→ **WORK ITEM**
Leave out any picture and return the remaining listing below exactly as given.
%%
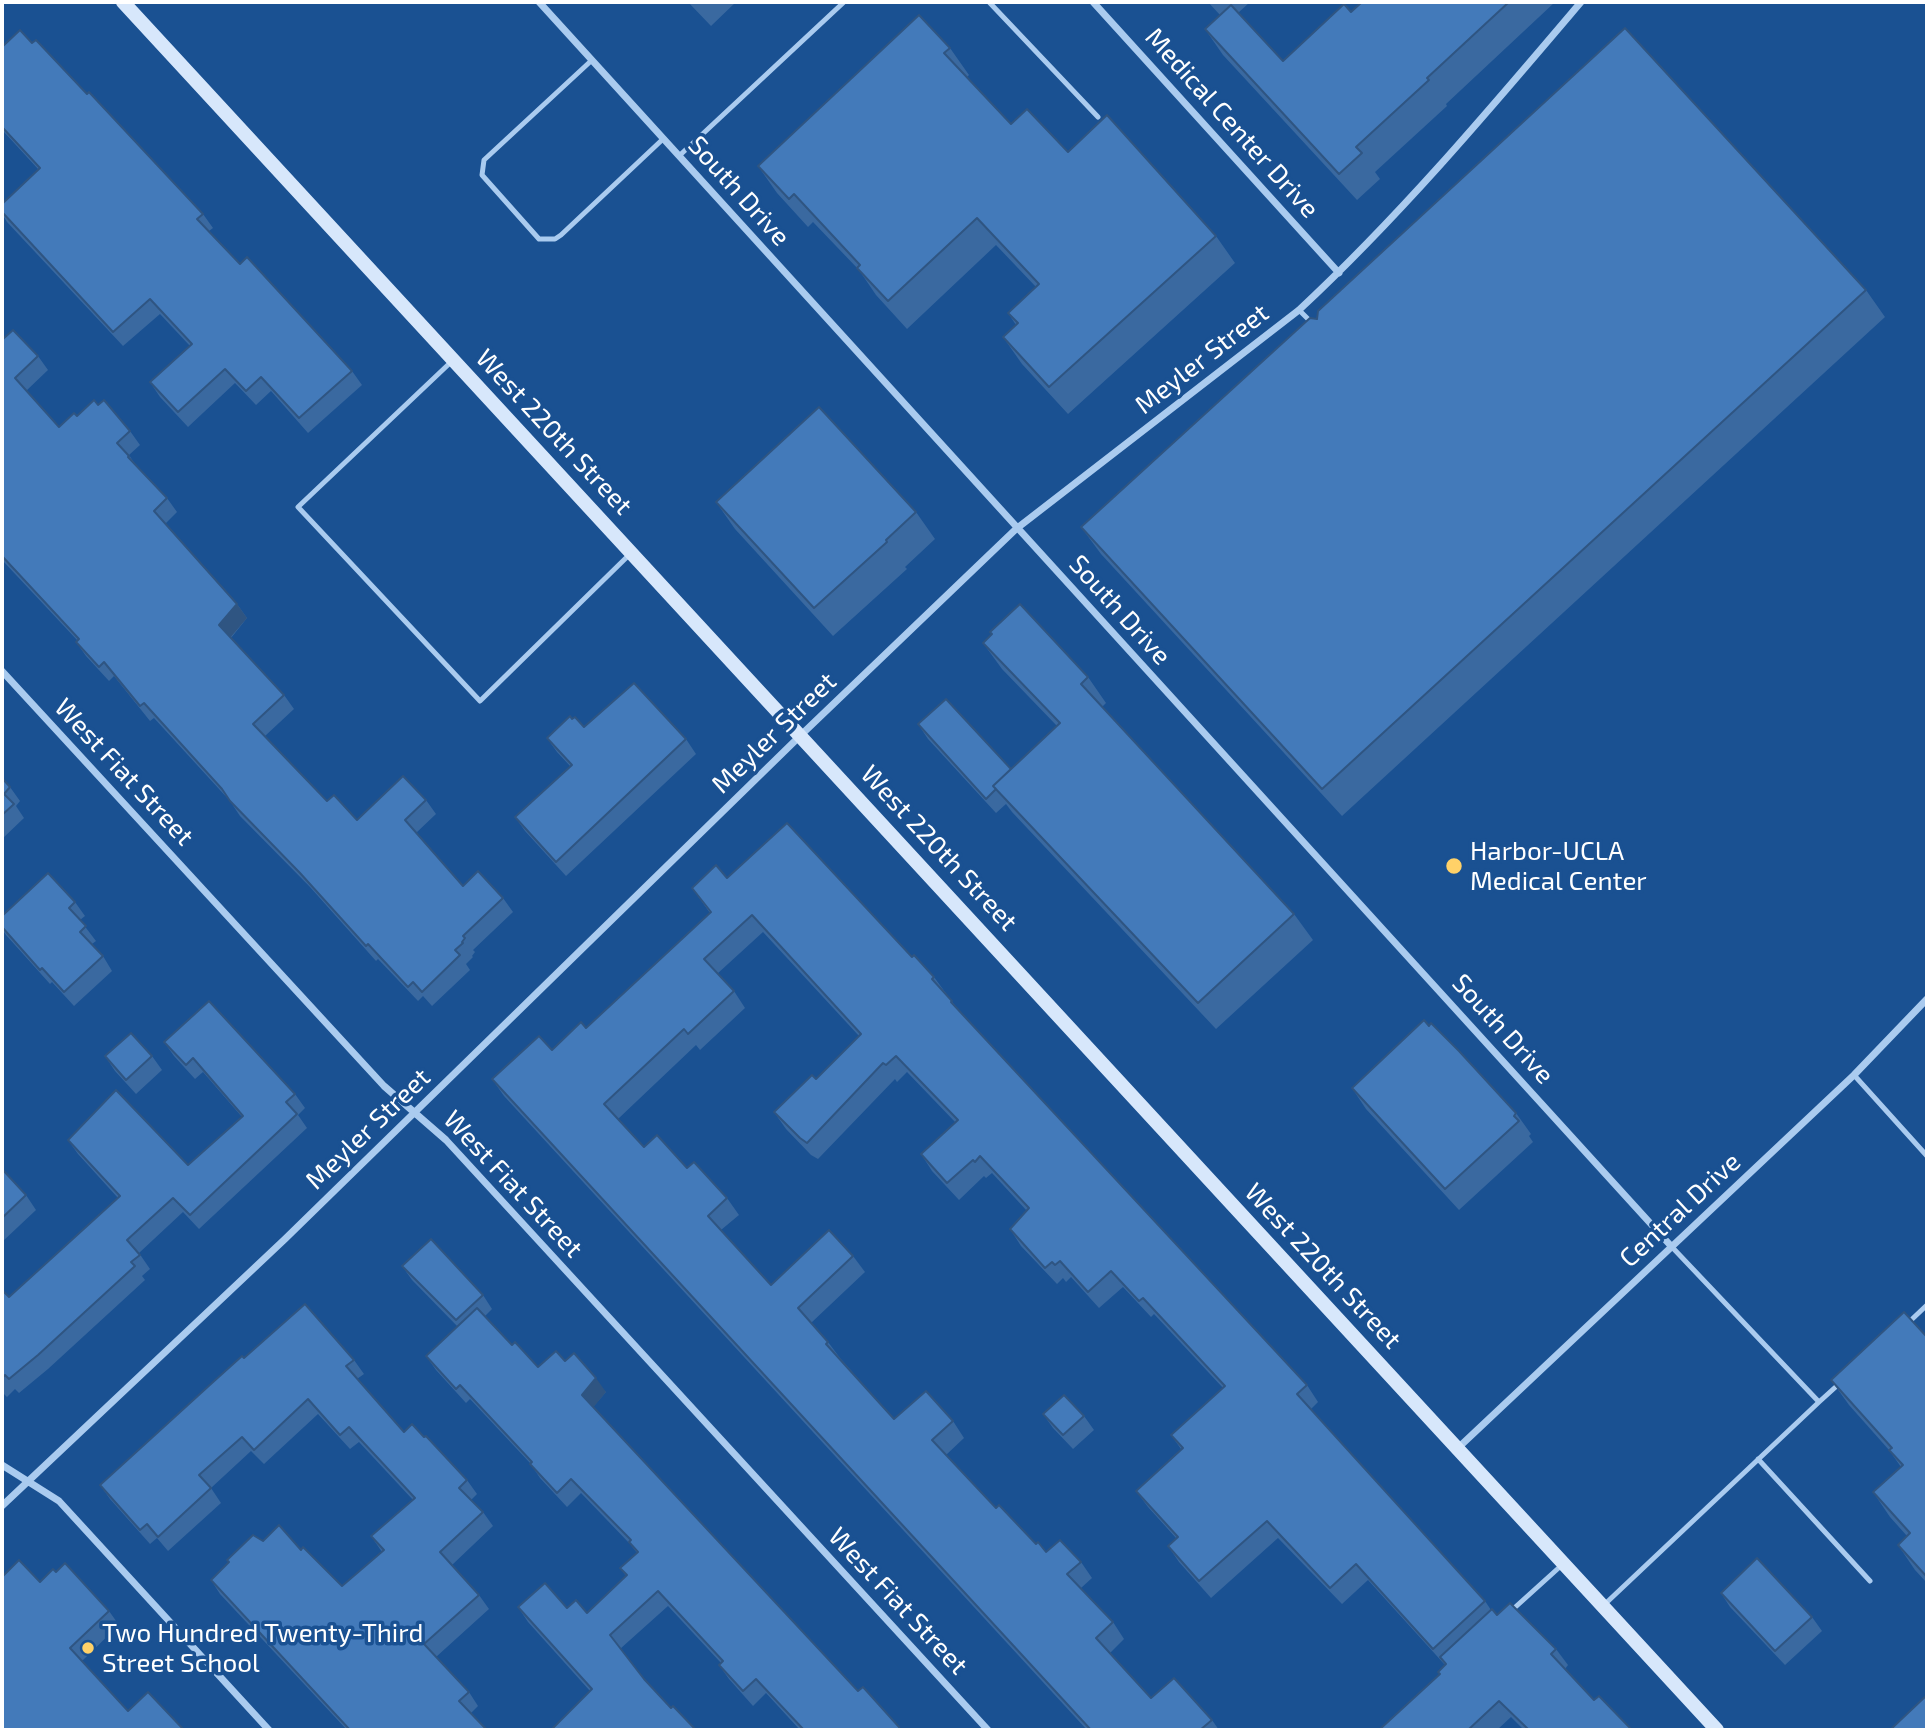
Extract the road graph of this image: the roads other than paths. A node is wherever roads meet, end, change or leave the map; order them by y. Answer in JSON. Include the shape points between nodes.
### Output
{"nodes":[{"id":1,"x":123,"y":2,"type":"edge"},
{"id":2,"x":538,"y":2,"type":"edge"},
{"id":3,"x":844,"y":2,"type":"edge"},
{"id":4,"x":989,"y":2,"type":"edge"},
{"id":5,"x":1093,"y":2,"type":"edge"},
{"id":6,"x":1581,"y":2,"type":"edge"},
{"id":7,"x":592,"y":60,"type":"junction"},
{"id":8,"x":1098,"y":117,"type":"dead end"},
{"id":9,"x":663,"y":139,"type":"junction"},
{"id":10,"x":679,"y":156,"type":"junction"},
{"id":11,"x":1339,"y":273,"type":"junction"},
{"id":12,"x":1299,"y":310,"type":"junction"},
{"id":13,"x":1316,"y":326,"type":"edge"},
{"id":14,"x":453,"y":360,"type":"junction"},
{"id":15,"x":1016,"y":529,"type":"junction"},
{"id":16,"x":631,"y":552,"type":"junction"},
{"id":17,"x":2,"y":671,"type":"edge"},
{"id":18,"x":801,"y":735,"type":"junction"},
{"id":19,"x":1927,"y":999,"type":"edge"},
{"id":20,"x":1854,"y":1075,"type":"junction"},
{"id":21,"x":416,"y":1113,"type":"junction"},
{"id":22,"x":1927,"y":1156,"type":"edge"},
{"id":23,"x":1671,"y":1246,"type":"junction"},
{"id":24,"x":1927,"y":1305,"type":"edge"},
{"id":25,"x":1898,"y":1331,"type":"edge"},
{"id":26,"x":1849,"y":1375,"type":"edge"},
{"id":27,"x":1819,"y":1402,"type":"junction"},
{"id":28,"x":1457,"y":1448,"type":"junction"},
{"id":29,"x":1758,"y":1459,"type":"junction"},
{"id":30,"x":2,"y":1465,"type":"edge"},
{"id":31,"x":28,"y":1481,"type":"junction"},
{"id":32,"x":2,"y":1506,"type":"edge"},
{"id":33,"x":1563,"y":1564,"type":"junction"},
{"id":34,"x":1870,"y":1581,"type":"dead end"},
{"id":35,"x":1602,"y":1606,"type":"junction"},
{"id":36,"x":1501,"y":1620,"type":"edge"},
{"id":37,"x":269,"y":1730,"type":"edge"},
{"id":38,"x":988,"y":1730,"type":"edge"},
{"id":39,"x":1717,"y":1730,"type":"edge"}],
"edges":[{"from":1,"to":14,"type":"street","name":"West 220th Street"},
{"from":2,"to":7,"type":"street","name":"South Drive"},
{"from":3,"to":10,"type":"lane"},
{"from":4,"to":8,"type":"lane"},
{"from":5,"to":11,"type":"street","name":"Medical Center Drive"},
{"from":6,"to":11,"type":"street","name":"Meyler Street","via":[[1476,126]]},
{"from":7,"to":9,"type":"street","name":"South Drive"},
{"from":7,"to":9,"type":"lane","via":[[484,160],[482,175],[539,239],[561,235]]},
{"from":9,"to":10,"type":"street","name":"South Drive"},
{"from":10,"to":15,"type":"street","name":"South Drive"},
{"from":11,"to":12,"type":"street","name":"Meyler Street"},
{"from":12,"to":13,"type":"lane"},
{"from":12,"to":15,"type":"street","name":"Meyler Street"},
{"from":14,"to":16,"type":"street","name":"West 220th Street"},
{"from":14,"to":16,"type":"lane","via":[[298,507],[480,701]]},
{"from":15,"to":18,"type":"street","name":"Meyler Street"},
{"from":15,"to":23,"type":"street","name":"South Drive"},
{"from":16,"to":18,"type":"street","name":"West 220th Street"},
{"from":17,"to":21,"type":"street","name":"West Fiat Street","via":[[384,1086]]},
{"from":18,"to":21,"type":"street","name":"Meyler Street"},
{"from":18,"to":28,"type":"street","name":"West 220th Street"},
{"from":19,"to":20,"type":"street","name":"Central Drive"},
{"from":20,"to":22,"type":"lane"},
{"from":20,"to":23,"type":"street","name":"Central Drive"},
{"from":21,"to":31,"type":"street","name":"Meyler Street"},
{"from":21,"to":38,"type":"street","name":"West Fiat Street","via":[[446,1140]]},
{"from":23,"to":27,"type":"lane"},
{"from":23,"to":28,"type":"street","name":"Central Drive"},
{"from":24,"to":25,"type":"lane"},
{"from":26,"to":27,"type":"lane"},
{"from":27,"to":29,"type":"lane"},
{"from":28,"to":33,"type":"street","name":"West 220th Street"},
{"from":29,"to":34,"type":"lane"},
{"from":29,"to":35,"type":"lane"},
{"from":30,"to":31,"type":"street"},
{"from":31,"to":32,"type":"street","name":"Meyler Street"},
{"from":31,"to":37,"type":"street","via":[[59,1501]]},
{"from":33,"to":35,"type":"street","name":"West 220th Street"},
{"from":33,"to":36,"type":"lane"},
{"from":35,"to":39,"type":"street","name":"West 220th Street"}]}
%%
→ **RESULT FOR THIS EXERCISE**
Extract the road graph of this image: the roads other than paths. A node is wherever roads meet, end, change or leave the map; order them by y. Answer in JSON. Include the shape points between nodes.
### Output
{"nodes":[{"id":1,"x":123,"y":2,"type":"edge"},
{"id":2,"x":538,"y":2,"type":"edge"},
{"id":3,"x":844,"y":2,"type":"edge"},
{"id":4,"x":989,"y":2,"type":"edge"},
{"id":5,"x":1093,"y":2,"type":"edge"},
{"id":6,"x":1581,"y":2,"type":"edge"},
{"id":7,"x":592,"y":60,"type":"junction"},
{"id":8,"x":1098,"y":117,"type":"dead end"},
{"id":9,"x":663,"y":139,"type":"junction"},
{"id":10,"x":679,"y":156,"type":"junction"},
{"id":11,"x":1339,"y":273,"type":"junction"},
{"id":12,"x":1299,"y":310,"type":"junction"},
{"id":13,"x":1316,"y":326,"type":"edge"},
{"id":14,"x":453,"y":360,"type":"junction"},
{"id":15,"x":1016,"y":529,"type":"junction"},
{"id":16,"x":631,"y":552,"type":"junction"},
{"id":17,"x":2,"y":671,"type":"edge"},
{"id":18,"x":801,"y":735,"type":"junction"},
{"id":19,"x":1927,"y":999,"type":"edge"},
{"id":20,"x":1854,"y":1075,"type":"junction"},
{"id":21,"x":416,"y":1113,"type":"junction"},
{"id":22,"x":1927,"y":1156,"type":"edge"},
{"id":23,"x":1671,"y":1246,"type":"junction"},
{"id":24,"x":1927,"y":1305,"type":"edge"},
{"id":25,"x":1898,"y":1331,"type":"edge"},
{"id":26,"x":1849,"y":1375,"type":"edge"},
{"id":27,"x":1819,"y":1402,"type":"junction"},
{"id":28,"x":1457,"y":1448,"type":"junction"},
{"id":29,"x":1758,"y":1459,"type":"junction"},
{"id":30,"x":2,"y":1465,"type":"edge"},
{"id":31,"x":28,"y":1481,"type":"junction"},
{"id":32,"x":2,"y":1506,"type":"edge"},
{"id":33,"x":1563,"y":1564,"type":"junction"},
{"id":34,"x":1870,"y":1581,"type":"dead end"},
{"id":35,"x":1602,"y":1606,"type":"junction"},
{"id":36,"x":1501,"y":1620,"type":"edge"},
{"id":37,"x":269,"y":1730,"type":"edge"},
{"id":38,"x":988,"y":1730,"type":"edge"},
{"id":39,"x":1717,"y":1730,"type":"edge"}],
"edges":[{"from":1,"to":14,"type":"street","name":"West 220th Street"},
{"from":2,"to":7,"type":"street","name":"South Drive"},
{"from":3,"to":10,"type":"lane"},
{"from":4,"to":8,"type":"lane"},
{"from":5,"to":11,"type":"street","name":"Medical Center Drive"},
{"from":6,"to":11,"type":"street","name":"Meyler Street","via":[[1476,126]]},
{"from":7,"to":9,"type":"street","name":"South Drive"},
{"from":7,"to":9,"type":"lane","via":[[484,160],[482,175],[539,239],[561,235]]},
{"from":9,"to":10,"type":"street","name":"South Drive"},
{"from":10,"to":15,"type":"street","name":"South Drive"},
{"from":11,"to":12,"type":"street","name":"Meyler Street"},
{"from":12,"to":13,"type":"lane"},
{"from":12,"to":15,"type":"street","name":"Meyler Street"},
{"from":14,"to":16,"type":"street","name":"West 220th Street"},
{"from":14,"to":16,"type":"lane","via":[[298,507],[480,701]]},
{"from":15,"to":18,"type":"street","name":"Meyler Street"},
{"from":15,"to":23,"type":"street","name":"South Drive"},
{"from":16,"to":18,"type":"street","name":"West 220th Street"},
{"from":17,"to":21,"type":"street","name":"West Fiat Street","via":[[384,1086]]},
{"from":18,"to":21,"type":"street","name":"Meyler Street"},
{"from":18,"to":28,"type":"street","name":"West 220th Street"},
{"from":19,"to":20,"type":"street","name":"Central Drive"},
{"from":20,"to":22,"type":"lane"},
{"from":20,"to":23,"type":"street","name":"Central Drive"},
{"from":21,"to":31,"type":"street","name":"Meyler Street"},
{"from":21,"to":38,"type":"street","name":"West Fiat Street","via":[[446,1140]]},
{"from":23,"to":27,"type":"lane"},
{"from":23,"to":28,"type":"street","name":"Central Drive"},
{"from":24,"to":25,"type":"lane"},
{"from":26,"to":27,"type":"lane"},
{"from":27,"to":29,"type":"lane"},
{"from":28,"to":33,"type":"street","name":"West 220th Street"},
{"from":29,"to":34,"type":"lane"},
{"from":29,"to":35,"type":"lane"},
{"from":30,"to":31,"type":"street"},
{"from":31,"to":32,"type":"street","name":"Meyler Street"},
{"from":31,"to":37,"type":"street","via":[[59,1501]]},
{"from":33,"to":35,"type":"street","name":"West 220th Street"},
{"from":33,"to":36,"type":"lane"},
{"from":35,"to":39,"type":"street","name":"West 220th Street"}]}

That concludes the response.